En fait c’est de la manipulation idéologique. Alluré Miela en est venu à la production sapéologique suite à la controverse sur le leadership de la sape revendiqué à la fois par les Brazzavillois et les Kinois ; une vraie querelle byzantine où chaque communauté nationale essaie de tirer son épingle du jeu.
« Je connais Papa Wemba et King Kester Eménéya depuis les années 80. Wemba étant souvent cité comme tête de liste de la sapologie par ses pairs kinois, je lui ai demandé de trancher. Venant de lui, la vérité serait indiscutable.

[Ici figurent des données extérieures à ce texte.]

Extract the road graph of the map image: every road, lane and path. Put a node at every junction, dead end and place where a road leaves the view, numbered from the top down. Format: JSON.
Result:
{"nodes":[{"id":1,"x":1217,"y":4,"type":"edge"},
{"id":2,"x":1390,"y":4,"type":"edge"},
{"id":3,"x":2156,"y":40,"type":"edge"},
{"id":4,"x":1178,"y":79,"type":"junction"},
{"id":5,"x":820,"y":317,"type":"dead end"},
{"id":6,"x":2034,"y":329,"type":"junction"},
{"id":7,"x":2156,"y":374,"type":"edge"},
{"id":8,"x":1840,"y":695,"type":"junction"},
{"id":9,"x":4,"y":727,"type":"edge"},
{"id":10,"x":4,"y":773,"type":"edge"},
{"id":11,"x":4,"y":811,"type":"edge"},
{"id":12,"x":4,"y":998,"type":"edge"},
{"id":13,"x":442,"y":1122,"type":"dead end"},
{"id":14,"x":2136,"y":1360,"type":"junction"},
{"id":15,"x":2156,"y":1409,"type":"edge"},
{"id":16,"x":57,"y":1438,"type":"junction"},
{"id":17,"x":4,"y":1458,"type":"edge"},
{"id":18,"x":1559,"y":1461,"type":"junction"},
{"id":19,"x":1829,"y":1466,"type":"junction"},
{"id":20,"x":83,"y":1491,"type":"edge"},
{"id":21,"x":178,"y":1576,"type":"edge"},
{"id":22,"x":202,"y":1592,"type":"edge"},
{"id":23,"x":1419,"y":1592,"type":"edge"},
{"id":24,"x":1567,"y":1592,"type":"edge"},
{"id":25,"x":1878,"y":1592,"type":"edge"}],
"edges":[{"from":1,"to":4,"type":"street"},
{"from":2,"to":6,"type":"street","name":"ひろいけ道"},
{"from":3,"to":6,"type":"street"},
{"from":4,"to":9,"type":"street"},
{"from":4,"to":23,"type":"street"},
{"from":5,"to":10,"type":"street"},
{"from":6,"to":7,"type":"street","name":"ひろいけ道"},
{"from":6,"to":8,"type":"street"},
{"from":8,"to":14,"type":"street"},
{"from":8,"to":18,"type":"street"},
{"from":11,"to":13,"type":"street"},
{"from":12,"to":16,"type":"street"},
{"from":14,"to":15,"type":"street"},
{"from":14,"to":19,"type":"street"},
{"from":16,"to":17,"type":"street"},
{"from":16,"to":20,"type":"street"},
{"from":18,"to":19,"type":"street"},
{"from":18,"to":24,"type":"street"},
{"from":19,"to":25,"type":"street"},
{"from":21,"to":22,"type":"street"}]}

Sans hésiter un seul instant, Wemba a énoncé son verdict : la sape est congo-brazzavilloise » explique Alluré Miéla.
Espiègle, dans le DVD Wemba ajoutera : "si j’étais Congolais de la rive droite, je ne sais pas à quelle entité géographique j’aurai préféré appartenir : le nord ou le sud ? Mais je crois que j’aurai choisi d’être de Pointe-Noire ". Une vraie réponse de jésuite.

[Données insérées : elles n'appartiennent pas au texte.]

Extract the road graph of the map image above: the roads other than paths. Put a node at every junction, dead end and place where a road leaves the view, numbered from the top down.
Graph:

La sape est Congo-brazzavilloise mais elle a ses variantes à Kinshasa. C’est la thèse défendue dans « La guerre de la sape ». J’ai filmé des fêtes à raison de 200 euros par tournage. Le montage du DVD m’a pris une année.
Pendant qu’on tient cet échange chez "Connivences", la clientèle circule. Des extraits d’archives des ALLURES passent sur un écran télé. Un sapeur répondant au nom de Dada Pourret brocarde ses compères, réhabilite en ironisant les chauves et les nabots dans la sape. Tout le monde, dit-il, a sa place dans le champ multiforme de la sape. Le propos est violent.

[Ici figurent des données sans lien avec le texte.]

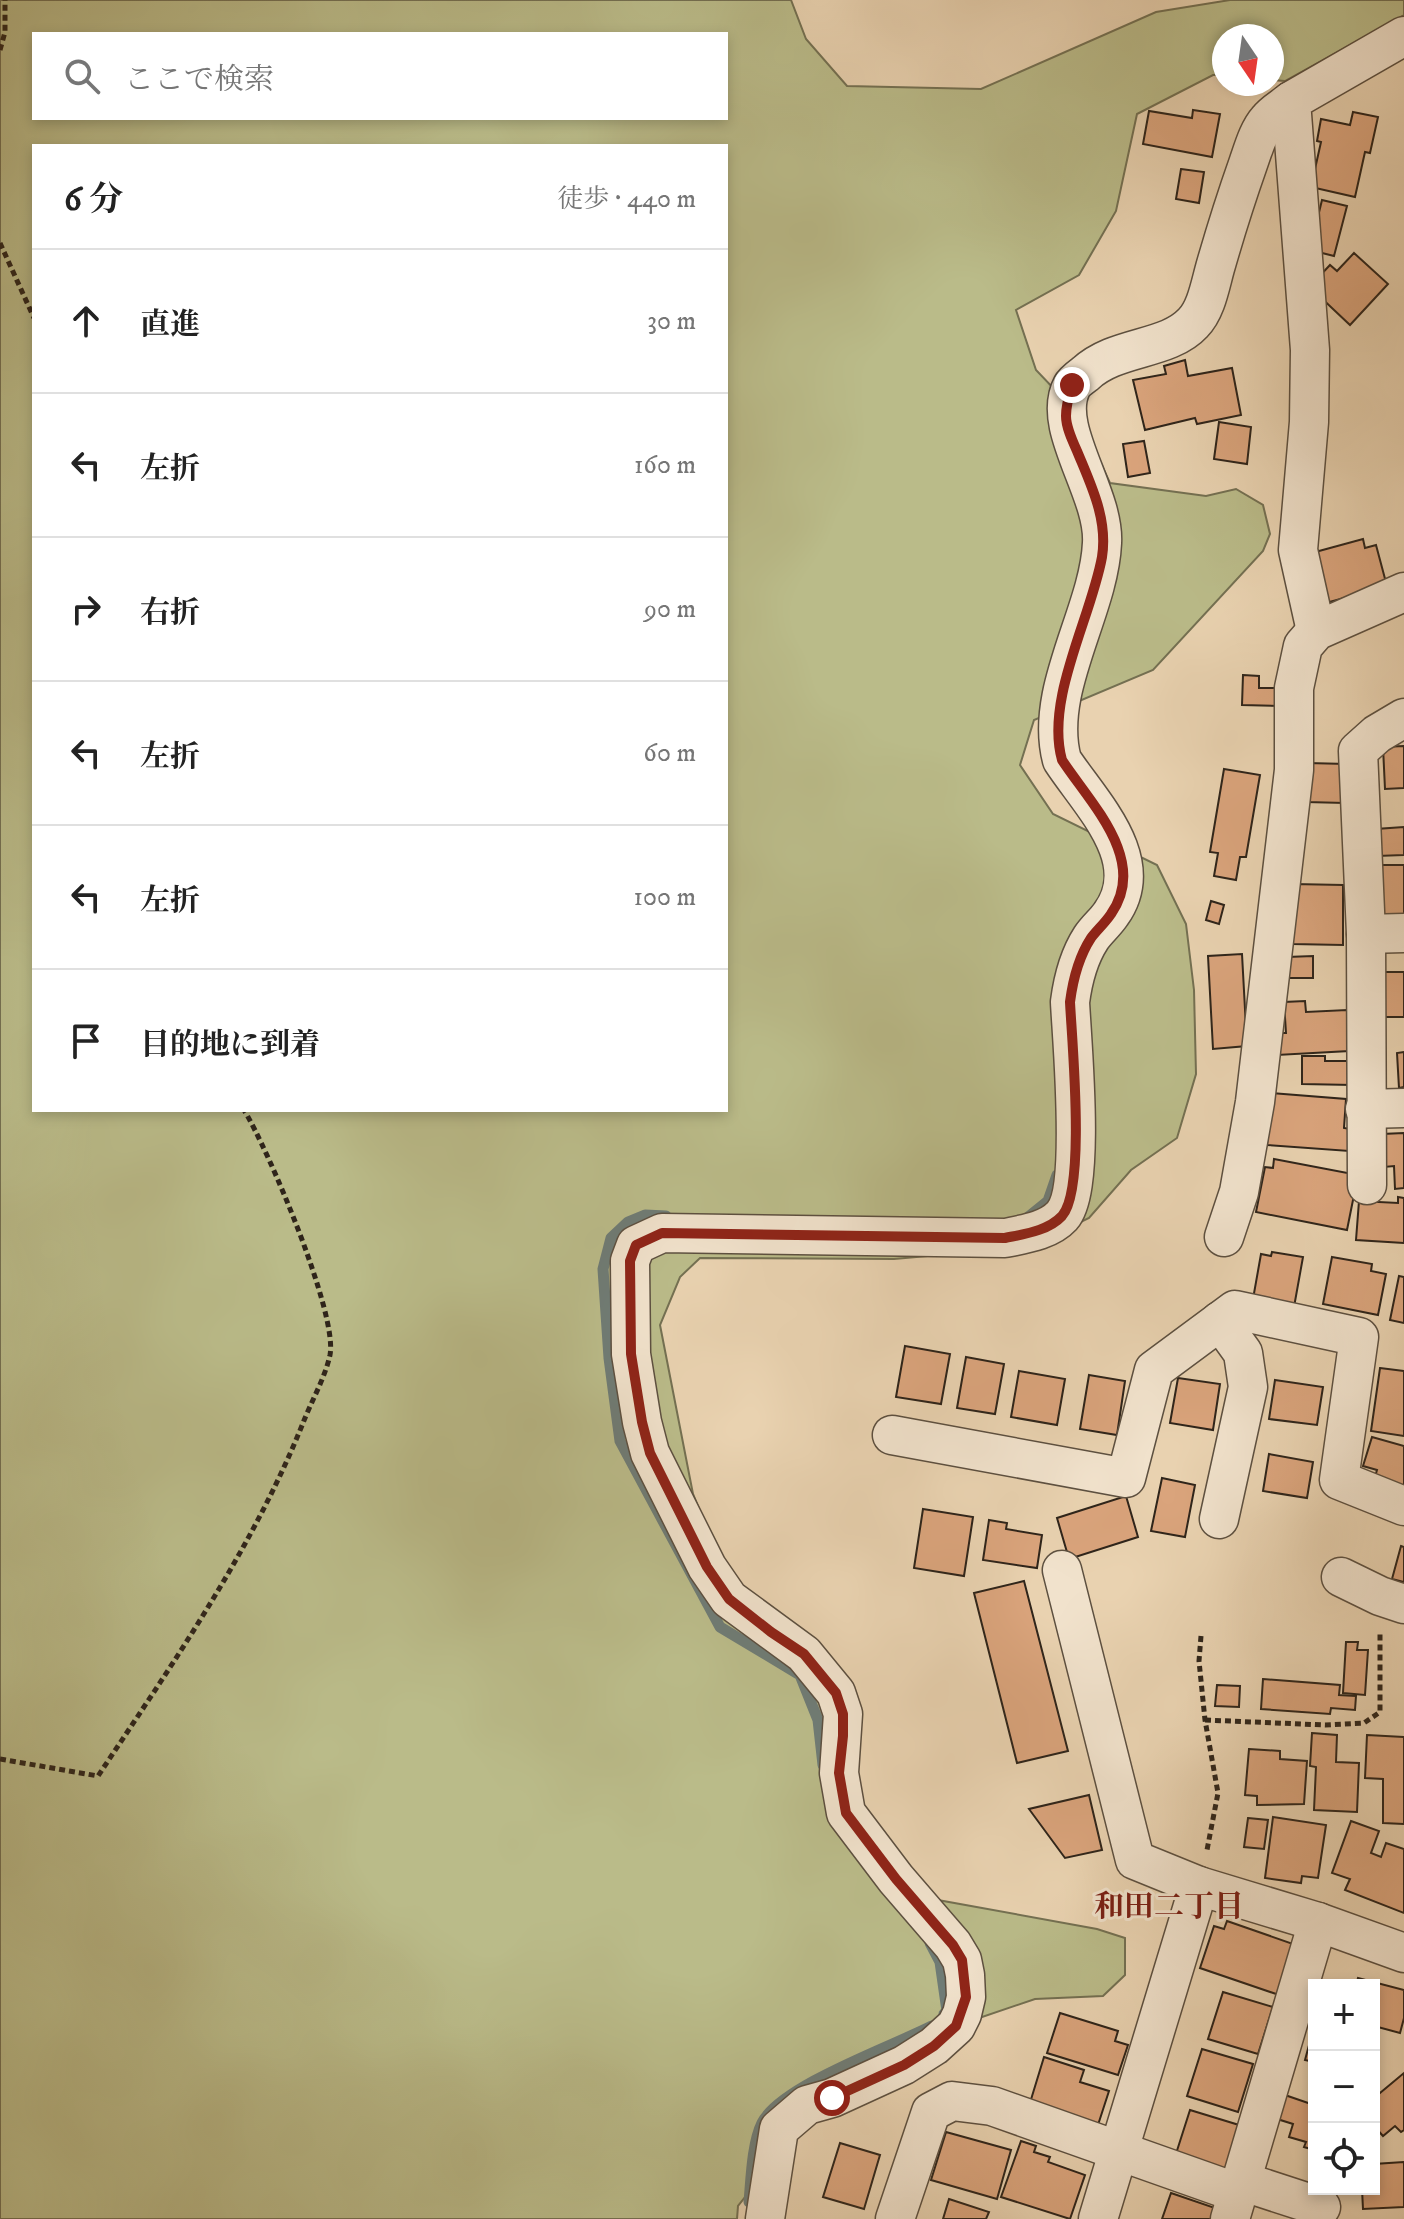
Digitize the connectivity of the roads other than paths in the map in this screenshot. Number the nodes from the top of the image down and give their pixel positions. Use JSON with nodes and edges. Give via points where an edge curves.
{"nodes":[{"id":1,"x":1404,"y":36,"type":"edge"},
{"id":2,"x":1291,"y":101,"type":"junction"},
{"id":3,"x":1404,"y":592,"type":"edge"},
{"id":4,"x":1316,"y":631,"type":"junction"},
{"id":5,"x":1404,"y":718,"type":"edge"},
{"id":6,"x":1404,"y":933,"type":"edge"},
{"id":7,"x":1366,"y":934,"type":"junction"},
{"id":8,"x":1404,"y":1108,"type":"edge"},
{"id":9,"x":1365,"y":1109,"type":"junction"},
{"id":10,"x":1367,"y":1185,"type":"dead end"},
{"id":11,"x":1224,"y":1237,"type":"dead end"},
{"id":12,"x":1220,"y":1321,"type":"junction"},
{"id":13,"x":892,"y":1435,"type":"dead end"},
{"id":14,"x":1404,"y":1506,"type":"edge"},
{"id":15,"x":1219,"y":1519,"type":"dead end"},
{"id":16,"x":1062,"y":1570,"type":"dead end"},
{"id":17,"x":1341,"y":1577,"type":"dead end"},
{"id":18,"x":1392,"y":1600,"type":"edge"},
{"id":19,"x":1199,"y":1886,"type":"junction"},
{"id":20,"x":1318,"y":1922,"type":"junction"},
{"id":21,"x":1404,"y":1953,"type":"edge"},
{"id":22,"x":1120,"y":2150,"type":"junction"},
{"id":23,"x":1236,"y":2198,"type":"edge"},
{"id":24,"x":1321,"y":2207,"type":"dead end"},
{"id":25,"x":765,"y":2219,"type":"edge"},
{"id":26,"x":895,"y":2219,"type":"edge"},
{"id":27,"x":1098,"y":2219,"type":"edge"}],
"edges":[{"from":1,"to":2,"type":"street"},
{"from":2,"to":4,"type":"street","via":[[1310,350],[1298,550]]},
{"from":2,"to":25,"type":"street","via":[[1267,120],[1255,145],[1194,322],[1179,333],[1094,365],[1072,385],[1068,402],[1066,418],[1103,529],[1102,557],[1062,696],[1058,749],[1110,827],[1123,880],[1112,913],[1091,938],[1072,984],[1076,1165],[1068,1208],[1045,1228],[1005,1238],[662,1233],[636,1245],[630,1261],[631,1354],[650,1453],[724,1592],[804,1654],[836,1693],[843,1714],[839,1773],[846,1813],[953,1945],[965,1975],[962,2014],[934,2046],[904,2065],[807,2105],[779,2129]]},
{"from":3,"to":4,"type":"street"},
{"from":4,"to":11,"type":"street","via":[[1303,646],[1294,688],[1294,770],[1255,1102],[1239,1192]]},
{"from":5,"to":7,"type":"street","via":[[1358,751]]},
{"from":6,"to":7,"type":"street"},
{"from":7,"to":9,"type":"street"},
{"from":8,"to":9,"type":"street"},
{"from":9,"to":10,"type":"street"},
{"from":12,"to":13,"type":"street","via":[[1154,1370],[1126,1478]]},
{"from":12,"to":14,"type":"street","via":[[1235,1310],[1359,1337],[1339,1480]]},
{"from":12,"to":15,"type":"street","via":[[1243,1353],[1248,1387]]},
{"from":16,"to":19,"type":"street","via":[[1135,1860]]},
{"from":17,"to":18,"type":"street"},
{"from":19,"to":20,"type":"street"},
{"from":19,"to":22,"type":"street"},
{"from":20,"to":21,"type":"street"},
{"from":20,"to":23,"type":"street"},
{"from":22,"to":23,"type":"street"},
{"from":22,"to":26,"type":"street","via":[[992,2106],[952,2101],[931,2112]]},
{"from":22,"to":27,"type":"street"},
{"from":23,"to":24,"type":"street"}]}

« A bien voir, c’est de l’art théâtral consommé » remarque un client désabusé par l’agressivité verbale comme mode de communication des sapéologues.
Pourquoi ne taillez-vous pas un costume aux hommes du pouvoir ? demandé-je.
Unanimes, toutes les personnes autour de moi rétorquent : la sape n’a rien à voir avec la politique. « Les sapeurs ce sont les sapeurs, les hommes politiques ce sont les hommes politiques » postule le groupe avec une remarquable tautologie.
Pour ne pas passer pour un provocateur, je mets de l’eau dans mon vin en confirmant un propos que tout le monde sait au fond de lui ne pas être vrai mais que, par précaution oratoire, on préfère soutenir en public. Le regard de ceux qui soutiennent la thèse de la rupture entre politique et sape est malicieux.
"Sape et politique sont de connivence ?" : ce n’est pas nous, c’est vous qui le dites.
On ne le dit pas, mais on n’en pense pas moins : la sapologie est une métaphore détournée de la contestation politique. A quoi bon le dire en public puisque cela va sans dire même si c’est mieux de le dire quand même.
MUSEE DAPPER
« Par exemple, rue Paul Valérie, dans le XVIe, au Musée Dapper , se tient en ce moment une exposition ; on y parle sapologie. Fais-y un tour » me dit un sapeur.
Patrick, le gérant de Connivences, me tends un fly : « nous avons ouvert une deuxième boutique dans le XVIIIème,22 rue Caulaincourt. »
Jocelin Le Bachelor, patron des établissements « Connivences » est non seulement un modèle de l’intégration économique mais aussi une illustration du dynamisme congolais signalé par Georges Balandier dans « Sociologie des Brazzavilles noires ». Il incarne aussi l’aboutissement de la trajectoire observée par Jean-Justin Gandoulou dans la monographie « Entre Paris et Bacongo »
L’éthique capitaliste est intériorisée par les congolais, malheusement le cadre politique ne leur est pas favorable. Il n’existe, a priori , aucun lien entre sape vestimentaire et sape de l’économie, entre sapéologie congolaise et politologie congolaise. On veut bien le croire. On m’a suggéré d’aller voir rue Paul Valérie où se trouve un musée. J’irais plus loin. Rue Paul Valérie c’est l’Ambassade du Congo. Le Consulat du Congo est un endroit pittoresque. Ce sera, prochainement, le second volet des « Scènes de vie parisienne ». J’y croquerai le type congolais comme Balzac, dans ses scènes de vie parisienne, se délecte de la comédie politique que se jouent les parisiens.